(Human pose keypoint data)
==============================

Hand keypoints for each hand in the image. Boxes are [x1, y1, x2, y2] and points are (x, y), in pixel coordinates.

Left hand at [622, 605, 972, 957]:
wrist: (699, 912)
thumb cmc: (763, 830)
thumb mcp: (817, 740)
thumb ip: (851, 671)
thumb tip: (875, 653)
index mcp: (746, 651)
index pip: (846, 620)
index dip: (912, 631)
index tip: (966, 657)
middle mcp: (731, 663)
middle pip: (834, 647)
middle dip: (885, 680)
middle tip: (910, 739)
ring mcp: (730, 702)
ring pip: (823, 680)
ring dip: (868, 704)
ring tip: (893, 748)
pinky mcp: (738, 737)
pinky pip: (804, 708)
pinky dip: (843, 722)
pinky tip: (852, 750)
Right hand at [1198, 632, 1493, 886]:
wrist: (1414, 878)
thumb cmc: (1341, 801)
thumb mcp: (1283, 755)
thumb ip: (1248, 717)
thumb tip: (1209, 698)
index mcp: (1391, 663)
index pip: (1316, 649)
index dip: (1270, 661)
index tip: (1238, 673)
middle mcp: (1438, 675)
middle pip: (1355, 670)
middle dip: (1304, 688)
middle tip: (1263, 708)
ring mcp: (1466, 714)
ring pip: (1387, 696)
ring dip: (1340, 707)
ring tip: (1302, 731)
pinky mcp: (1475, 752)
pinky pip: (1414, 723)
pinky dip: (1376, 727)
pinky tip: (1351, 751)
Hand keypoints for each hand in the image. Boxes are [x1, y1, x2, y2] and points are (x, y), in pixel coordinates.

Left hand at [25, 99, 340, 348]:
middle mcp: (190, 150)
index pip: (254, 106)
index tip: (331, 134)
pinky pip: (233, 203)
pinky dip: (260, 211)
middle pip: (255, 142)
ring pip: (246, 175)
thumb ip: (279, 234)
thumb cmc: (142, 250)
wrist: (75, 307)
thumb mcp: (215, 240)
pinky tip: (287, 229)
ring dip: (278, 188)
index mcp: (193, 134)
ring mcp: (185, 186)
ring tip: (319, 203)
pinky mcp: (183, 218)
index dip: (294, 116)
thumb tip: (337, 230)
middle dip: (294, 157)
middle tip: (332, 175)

==============================

§ **Task requirements**:
Looking at the data above, write out exactly the lines that start at the one containing "pinky tip: (1351, 751)" and end at the one containing "middle pip: (255, 142)"; include both and nothing beyond.

§ **Answer below**:
pinky tip: (1351, 751)
Hand keypoints for each hand in the image. Boxes are [x1, y1, x2, y2] and points are (x, y), in pixel coordinates.

Left hand at [25, 99, 340, 348]:
middle mcp: (190, 150)
index pip: (254, 106)
index tip: (331, 134)
pinky pip: (233, 203)
pinky dip: (260, 211)
middle pip: (255, 142)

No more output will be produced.